If so, then we must seriously consider the PM’s “going for growth” message because the simple fact is that wealthier nations consistently achieve better results in all these areas than poorer ones.
For example, high-income countries typically spend significantly more per capita on healthcare. In 2020, the average healthcare expenditure per capita in high-income countries was around $8800, compared to just $230 in low-income countries. This disparity translates into real outcomes. Life expectancy in high-income countries averages 18 years longer than in poor ones.
Education tells a similar story. Wealthy nations can afford to invest heavily in their education systems, resulting in higher achievement rates and better access to tertiary education. For instance, Finland and South Korea, which consistently rank towards the top of the global education indices are also two of the strongest and most robust economies.
Social services similarly benefit from economic prosperity. High-income countries can provide more comprehensive safety nets for their most vulnerable. In Denmark, public social spending accounts for nearly 30% of GDP, compared to less than 2% in many developing countries.
Wealthier nations are better positioned to address environmental challenges too. They can afford to invest in renewable energy, enforce stricter environmental regulations and compliance, set land aside for national parks and marine reserves, and fund conservation efforts.

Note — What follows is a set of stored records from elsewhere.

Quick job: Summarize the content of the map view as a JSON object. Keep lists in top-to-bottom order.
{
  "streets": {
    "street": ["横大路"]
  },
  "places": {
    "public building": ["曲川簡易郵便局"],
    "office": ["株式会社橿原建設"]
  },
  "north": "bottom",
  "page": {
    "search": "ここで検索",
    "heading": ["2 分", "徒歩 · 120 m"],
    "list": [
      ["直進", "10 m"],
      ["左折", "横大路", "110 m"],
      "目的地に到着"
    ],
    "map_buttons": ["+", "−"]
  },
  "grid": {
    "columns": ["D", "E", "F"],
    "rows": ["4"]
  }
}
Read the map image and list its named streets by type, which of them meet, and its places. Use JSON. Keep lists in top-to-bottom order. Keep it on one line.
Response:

New Zealand’s problem is that our comparative economic performance now significantly lags behind other developed nations. This is particularly true in terms of productivity.
Between 1996 and 2023, New Zealand’s labour productivity grew at an average annual rate of 1.2%, compared to Australia’s 1.8%. Maybe 0.6% does not seem much, but year-on-year this has created a huge gap.

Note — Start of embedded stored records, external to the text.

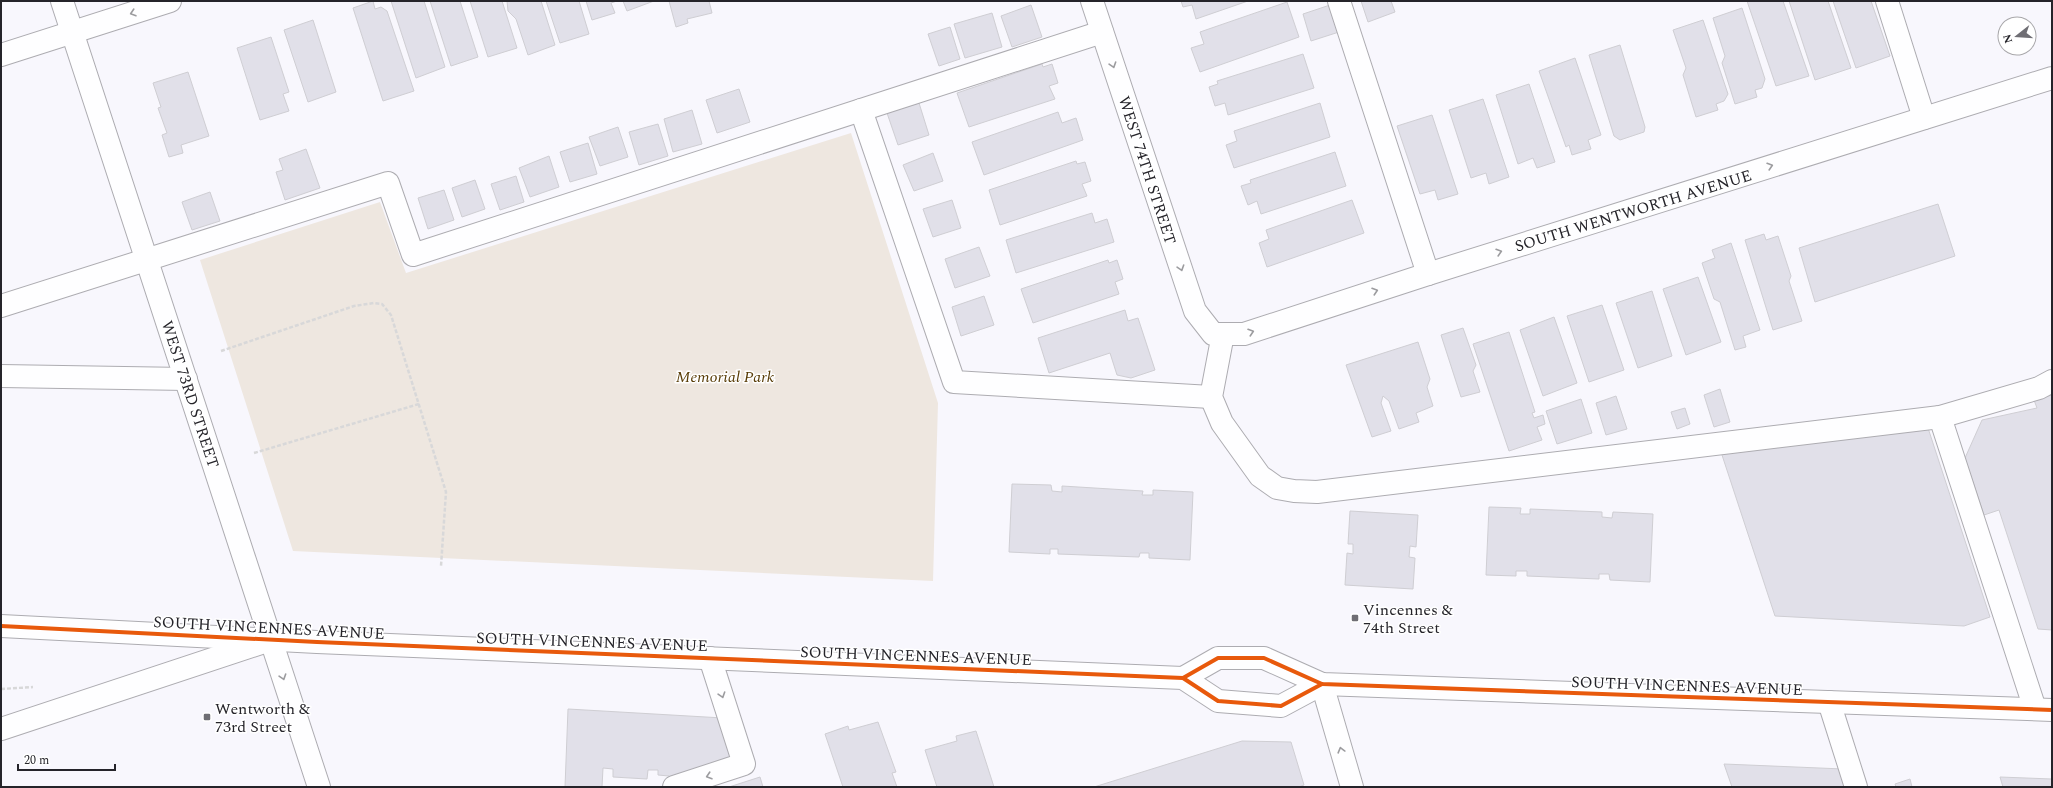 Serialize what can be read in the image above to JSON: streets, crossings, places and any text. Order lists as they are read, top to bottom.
{
  "streets": {
    "street": [
      "WEST 74TH STREET",
      "SOUTH WENTWORTH AVENUE",
      "WEST 73RD STREET",
      "SOUTH VINCENNES AVENUE"
    ]
  },
  "crossings": [
    ["WEST 74TH STREET", "SOUTH WENTWORTH AVENUE"],
    ["WEST 73RD STREET", "SOUTH VINCENNES AVENUE"]
  ],
  "one_way": ["WEST 74TH STREET", "SOUTH WENTWORTH AVENUE"],
  "parks": ["Memorial Park"],
  "places": {
    "transit": ["Vincennes & 74th Street", "Wentworth & 73rd Street"]
  },
  "scale_bar": "20 m",
  "north": "left"
}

In 1996 Australia’s GDP per capita was about 19% higher than New Zealand’s. Fast forward to 2023 and it is 34% higher. Quite simply, this means that Australia and its people can afford to build things and invest in the kinds of services that we cannot.
If we are to turn this around and lift New Zealand’s economic performance then the development of modern, 21st century infrastructure will be at the heart of it.
Infrastructure is the foundation upon which industries are built, businesses expanded and communities linked. Whether it be transportation networks that connect regions, energy systems that power industries, or education infrastructure that supports our children’s learning, these investments are essential for creating a competitive and productive economy.
The work the current Government has done to recalibrate our infrastructure system is an important step forward, but it needs to be supported by a broader understanding of where our country is heading, or at least, where we want it to head.
A country that offers us a useful model is Ireland. Over the past three decades, Ireland has transformed itself from an economic backwater into a dynamic, high-growth economy. Central to this transformation has been its ability, through a range of incentives, to attract foreign investment and develop the transport, energy and digital infrastructure to support sustained economic growth.
By fostering economic growth, Ireland has been able to fund significant improvements in state-provided services such as healthcare and education.
This brings me to the other significant idea floated by the Prime Minister – asset recycling – and the forlorn hope that we don’t let the debate around this descend into the usual ideological squabble.
If New Zealand is to get the most from its public sector assets, then it is perfectly reasonable to ask what the right mix of public assets is when we consider where we want New Zealand to be in 2050.
Are there some things the private sector could own and operate better or that the public and private sectors can partner in to provide a better service? If we were to sell some assets, where could we reinvest or recycle that money to get better outcomes for our country and its people?
All these questions hang off the need for us to define what kind of country we wish to become, what our population should be, and an accepted vision about the direction New Zealand is heading.
The PM’s “going for growth” message can superficially be categorised as being all about the economy, but that would be a narrow interpretation that doesn’t do it justice. It’s actually about how we afford the things that we as a society value. The challenge for New Zealanders now is to decide if we are serious about acting on this over the years and decades ahead.